Ling Roth contended that in many instances the teeth are not set on a flat base, but on a rounded piece of antler or bone, concavo-convex in cross-section. This he asserted, would distort the warp and cause unnecessary friction, and moreover would 'tie' in the operation of beating in the weft, and obstruct smooth working.

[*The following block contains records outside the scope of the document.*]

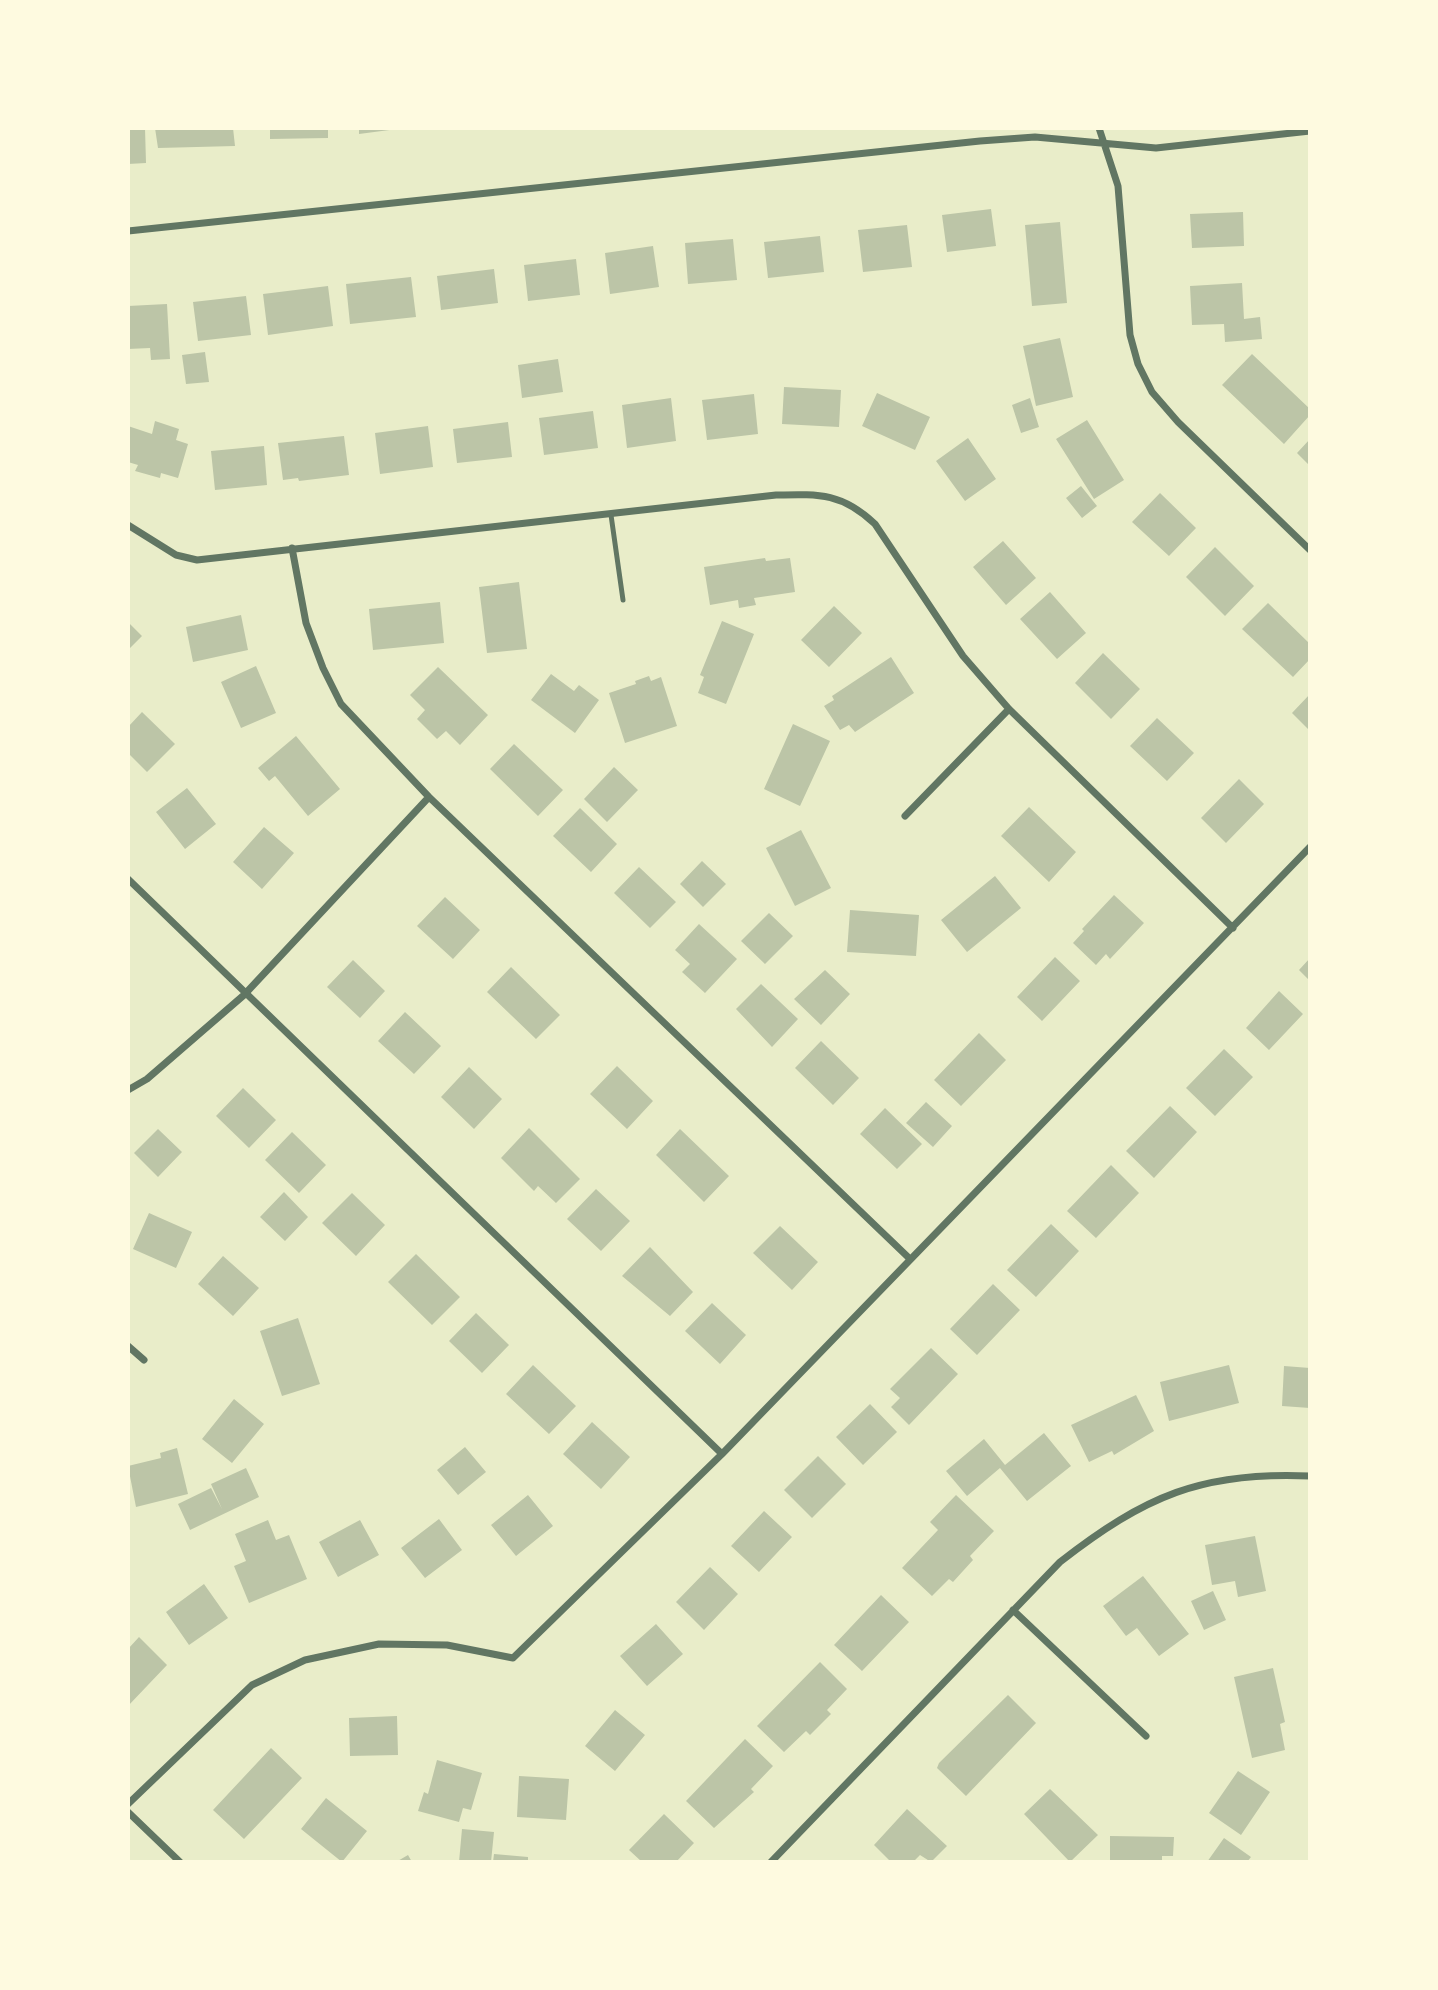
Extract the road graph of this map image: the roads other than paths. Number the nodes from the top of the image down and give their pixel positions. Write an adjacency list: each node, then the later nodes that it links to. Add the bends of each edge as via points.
1 (1099, 128): 3 (street)
2 (1310, 131): 3 (street, via 1156,148)
3 (1103, 145): 4 (street, via 1035,137 980,141); 8 (street, via 1118,186 1130,335 1152,392)
4 (128, 231)
5 (611, 515): 7 (street); 9 (lane); 10 (street, via 776,495 832,496 856,506 875,524 963,656)
6 (128, 525): 7 (street, via 177,555 197,560)
7 (292, 548): 11 (street, via 306,623 341,704)
8 (1310, 550)
9 (623, 600)
10 (1009, 709): 12 (street); 15 (street)
11 (429, 797): 16 (street); 18 (street)
12 (905, 816)
13 (1310, 847): 15 (street)
14 (128, 879): 16 (street)
15 (1233, 928): 18 (street)
16 (244, 995): 17 (street, via 147,1079); 21 (street)
17 (128, 1090)
18 (909, 1258): 21 (street)
19 (128, 1346): 20 (street)
20 (145, 1360)
21 (722, 1454): 25 (street, via 513,1658 447,1645 379,1644 305,1660 252,1685)
22 (1310, 1476): 23 (street, via 1229,1477 1139,1507 1060,1562)
23 (1013, 1610): 24 (street); 28 (street)
24 (1146, 1735)
25 (128, 1804)
26 (128, 1812): 27 (street)
27 (180, 1862)
28 (772, 1862)

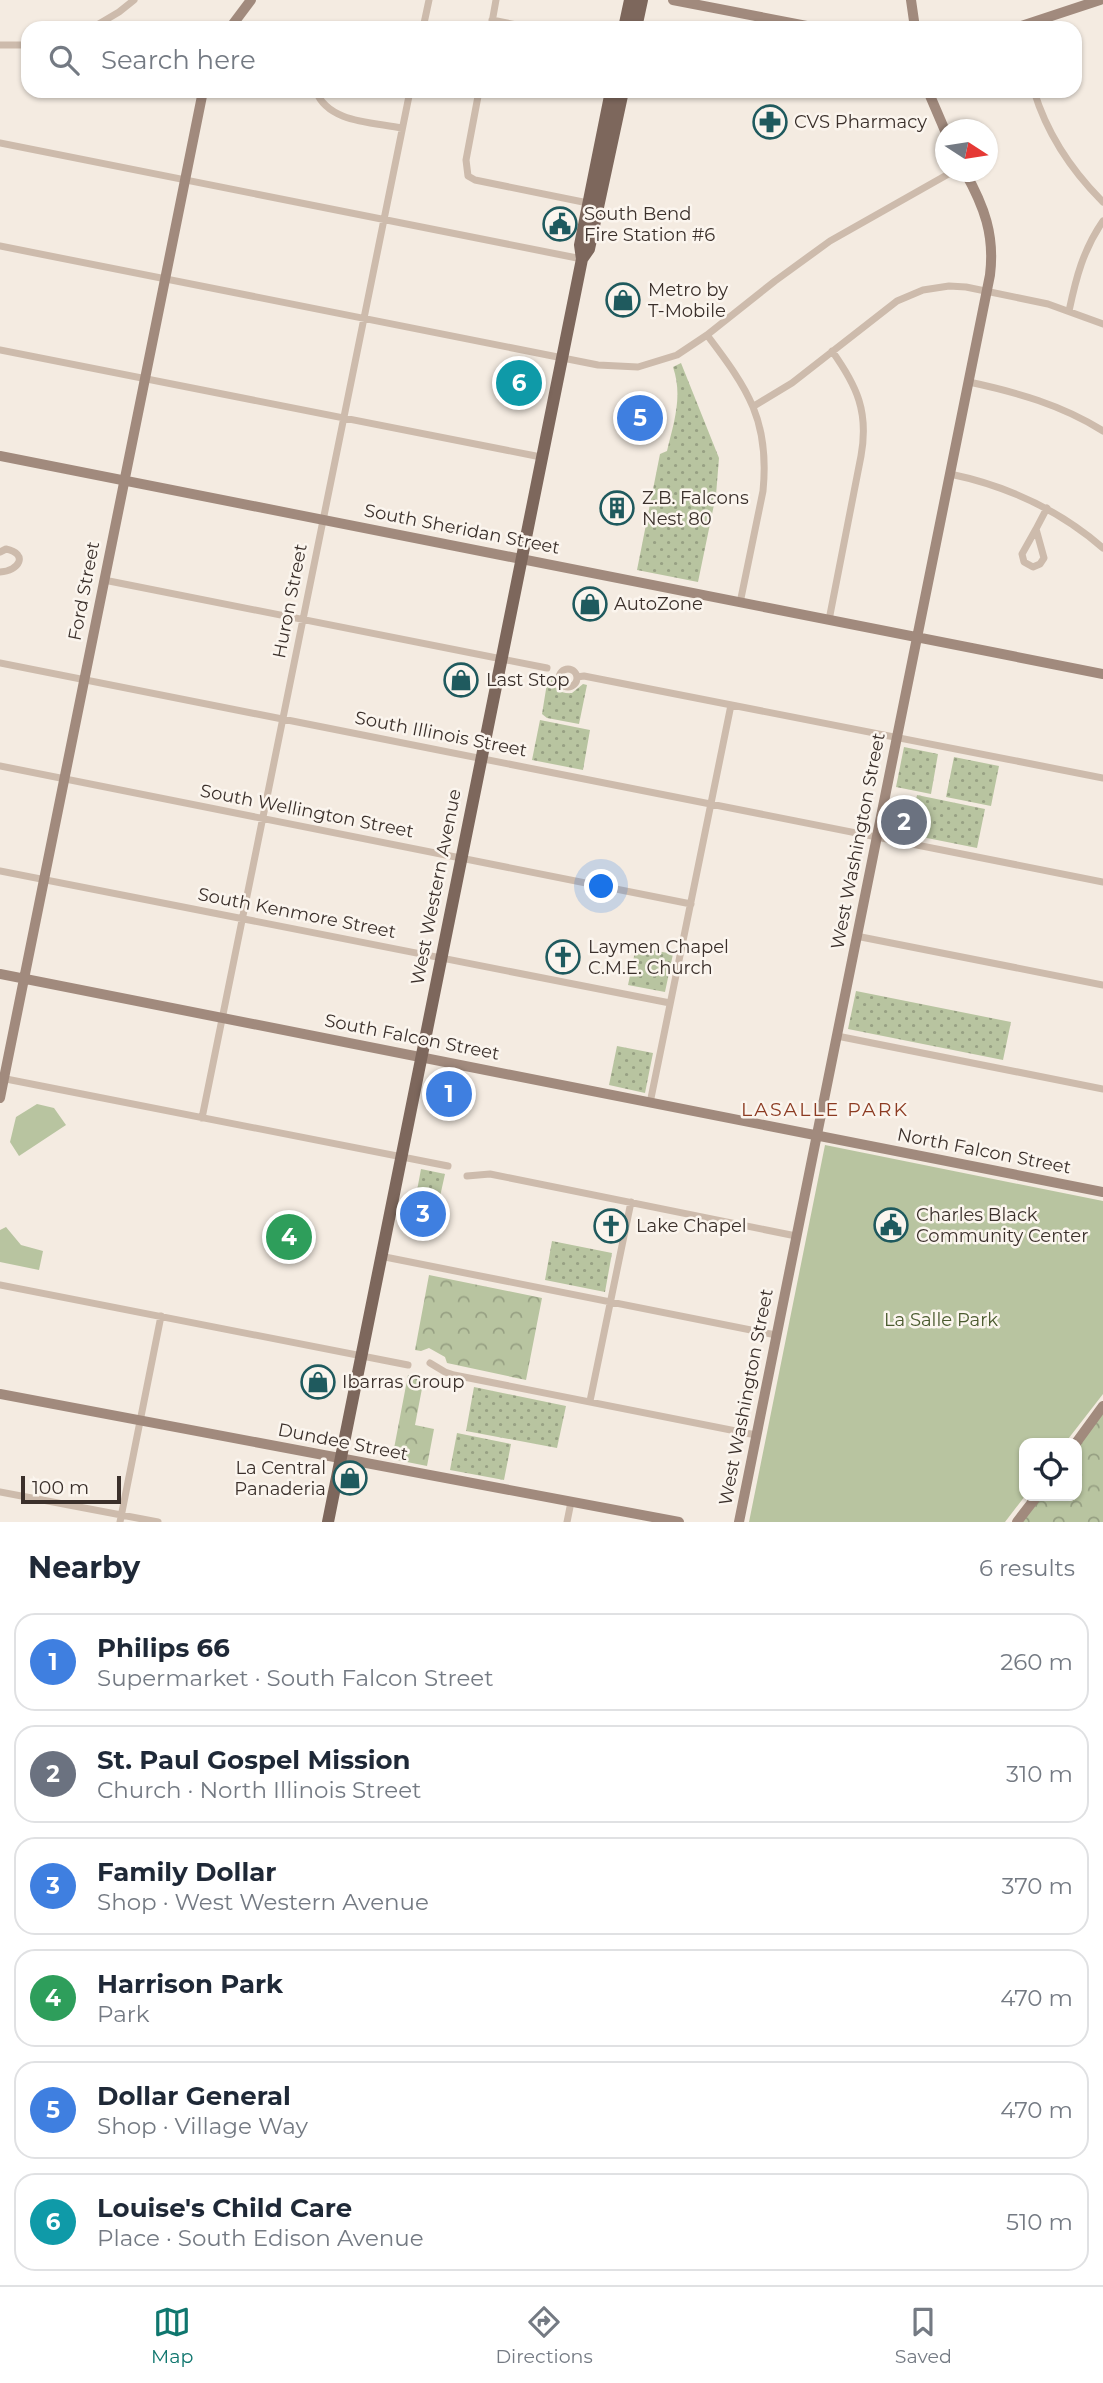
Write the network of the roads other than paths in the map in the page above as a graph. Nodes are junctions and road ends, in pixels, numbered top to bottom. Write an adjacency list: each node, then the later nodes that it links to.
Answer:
1 (134, 0): 10 (street)
2 (251, 0): 11 (street)
3 (429, 0): 12 (street)
4 (496, 0): 13 (street)
5 (630, 0): 14 (main road)
6 (642, 0): 15 (main road)
7 (673, 0): 16 (street)
8 (911, 0): 17 (street)
9 (1102, 1): 18 (street)
10 (110, 21)
11 (235, 21)
12 (424, 21)
13 (492, 21)
14 (626, 21)
15 (638, 21)
16 (781, 21)
17 (914, 21)
18 (1038, 21)
19 (0, 45): 20 (street)
20 (21, 45)
21 (199, 98): 32 (street, Ford Street)
22 (319, 98): 30 (street)
23 (408, 98): 30 (street, Huron Street)
24 (478, 98): 36 (street)
25 (610, 98): 36 (main road, West Western Avenue)
26 (621, 98): 40 (main road, West Western Avenue)
27 (931, 98): 29 (street)
28 (1036, 98): 35 (street)
29 (940, 119)
30 (402, 128): 37 (street, Huron Street)
31 (0, 143): 32 (street)
32 (184, 180): 37 (street); 41 (street, Ford Street)
33 (935, 181): 46 (street)
34 (971, 182): 42 (street, West Washington Street)
35 (1103, 202)
36 (588, 203): 40 (main road, West Western Avenue)
37 (384, 219): 40 (street); 44 (street, Huron Street)
38 (1103, 222): 43 (street)
39 (0, 246): 41 (street)
40 (582, 259): 49 (main road, West Western Avenue)
41 (165, 279): 44 (street); 50 (street, Ford Street)
42 (987, 292): 43 (street); 48 (street); 51 (street, West Washington Street)
43 (1069, 311): 45 (street)
44 (363, 319): 49 (street); 53 (street, Huron Street)
45 (1103, 324)
46 (706, 335): 49 (street); 52 (street)
47 (0, 350): 50 (street)
48 (832, 351): 52 (street); 69 (street)
49 (561, 358): 56 (main road, West Western Avenue)
50 (145, 378): 53 (street); 58 (street, Ford Street)
51 (969, 382): 54 (street); 57 (street, West Washington Street)
52 (754, 406): 67 (street)
53 (343, 418): 56 (street); 60 (street, Huron Street)
54 (1103, 431)
55 (0, 456): 58 (street, South Sheridan Street)
56 (541, 457): 64 (main road, West Western Avenue)
57 (950, 474): 59 (street); 70 (street, West Washington Street)
58 (124, 480): 60 (street, South Sheridan Street); 66 (street, Ford Street)
59 (1047, 508): 61 (street); 62 (street)
60 (322, 520): 64 (street, South Sheridan Street); 68 (street, Huron Street)
61 (1036, 529): 61 (street)
62 (1103, 548)
63 (0, 552): 65 (street)
64 (521, 559): 67 (street, South Sheridan Street); 71 (main road, West Western Avenue)
65 (0, 572)
66 (104, 580): 68 (street); 76 (street, Ford Street)
67 (740, 603): 69 (street, South Sheridan Street)
68 (302, 619): 71 (street); 78 (street, Huron Street)
69 (829, 620): 70 (street, South Sheridan Street)
70 (916, 637): 74 (street, South Sheridan Street); 79 (street, West Washington Street)
71 (500, 659): 73 (street); 80 (main road, West Western Avenue)
72 (0, 663): 76 (street, South Illinois Street)
73 (547, 668)
74 (1103, 674)
75 (577, 677): 77 (street)
76 (84, 679): 78 (street, South Illinois Street); 83 (street, Ford Street)
77 (731, 705): 79 (street); 84 (street)
78 (281, 719): 80 (street, South Illinois Street); 85 (street, Huron Street)
79 (896, 738): 82 (street); 86 (street, West Washington Street)
80 (480, 758): 84 (street, South Illinois Street); 87 (main road, West Western Avenue)
81 (0, 766): 83 (street, South Wellington Street)
82 (1103, 778)
83 (63, 779): 85 (street, South Wellington Street); 89 (street, Ford Street)
84 (711, 804): 86 (street, South Illinois Street); 91 (street)
85 (261, 818): 87 (street, South Wellington Street); 92 (street, Huron Street)
86 (876, 837): 90 (street, South Illinois Street); 93 (street, West Washington Street)
87 (460, 858): 91 (street, South Wellington Street); 94 (main road, West Western Avenue)
88 (0, 870): 89 (street, South Kenmore Street)
89 (43, 879): 92 (street, South Kenmore Street); 96 (street, Ford Street)
90 (1103, 882)
91 (691, 904): 98 (street)
92 (241, 918): 94 (street, South Kenmore Street); 99 (street, Huron Street)
93 (856, 936): 97 (street); 100 (street, West Washington Street)
94 (440, 958): 98 (street, South Kenmore Street); 101 (main road, West Western Avenue)
95 (0, 974): 96 (street, South Falcon Street)
96 (24, 979): 99 (street, South Falcon Street); 102 (street, Ford Street)
97 (1103, 985)
98 (670, 1003): 105 (street)
99 (221, 1018): 101 (street, South Falcon Street); 106 (street, Huron Street)
100 (836, 1036): 103 (street); 107 (street, West Washington Street)
101 (420, 1057): 105 (street, South Falcon Street); 108 (main road, West Western Avenue)
102 (2, 1078): 104 (street, Ford Street); 106 (street)
103 (1103, 1089)
104 (0, 1098)
105 (650, 1103): 107 (street, South Falcon Street)
106 (202, 1118): 108 (street)
107 (816, 1136): 111 (street, North Falcon Street); 113 (street, West Washington Street)
108 (400, 1157): 109 (street); 114 (main road, West Western Avenue)
109 (448, 1166)
110 (467, 1176): 112 (street)
111 (1103, 1192)
112 (631, 1202): 113 (street); 116 (street)
113 (796, 1236): 118 (street, West Washington Street)
114 (380, 1256): 116 (street); 119 (main road, West Western Avenue)
115 (0, 1285): 117 (street)
116 (611, 1302): 118 (street); 123 (street)
117 (161, 1316): 119 (street); 125 (street)
118 (776, 1335): 126 (street, West Washington Street)
119 (361, 1356): 121 (street); 128 (main road, West Western Avenue)
120 (430, 1363): 123 (street)
121 (408, 1365)
122 (0, 1394): 125 (street, Dundee Street)
123 (590, 1401): 126 (street)
124 (1103, 1406): 127 (street)
125 (140, 1421): 128 (street, Dundee Street); 132 (street)
126 (756, 1435): 137 (street, West Washington Street)
127 (1080, 1438)
128 (340, 1459): 131 (street, Dundee Street); 134 (main road, West Western Avenue)
129 (0, 1492): 132 (street)
130 (1033, 1501): 138 (street)
131 (571, 1502): 135 (street); 136 (street, Dundee Street)
132 (121, 1518): 133 (street)
133 (158, 1522)
134 (328, 1522)
135 (567, 1522)
136 (679, 1522)
137 (738, 1522)
138 (1017, 1522)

In the further consideration of the precise purpose of these combs there can be little doubt that they were used in connection with the weaving of textiles. In the dwellings producing most combs there was a corresponding number of other weaving appliances found. For instance, Mound VII (one of the richest of the Meare dwellings) added no less than twenty-eight combs to the collections, several of which bore considerable signs of wear ; it also produced a few baked clay triangular loom-weights4 and several fragments, thirty-four spindle-whorls, about twenty 'bobbins' (tarsals), and a dozen so-called gouges' (perhaps implements connected with weaving). Mound XXII, which added seventeen combs to the collections, revealed two loom-weights and some damaged ones, five 'bobbins', and eleven spindle-whorls. Seventeen combs were also discovered in Mound XXXIV, and here were also found two or three loom-weights and fragments, five 'bobbins' and forty-seven spindle-whorls. Then in Mound IX, from which fifteen combs were unearthed, a large triangular loom-weight and several fragments were found, and twenty-five spindle-whorls, four 'gouges' and nine' bobbins'. Again, Mound XXIV produced seven combs, three' bobbins', and five spindle-whorls. These dwellings were evidently weaving establishments,
and judging from the remains found, other industries flourished in them, especially in No.VII.

3 No combs which could be descnibed as hair-combs were found in either of the lake villages.

4 At Swallowdiffe Down, Dr. R. C. C. Clay found a weaving-comb in a pit together with loom-weights and the
charred remains of a loom (Wilts Arch. Mag., xliii, 1925, p.76).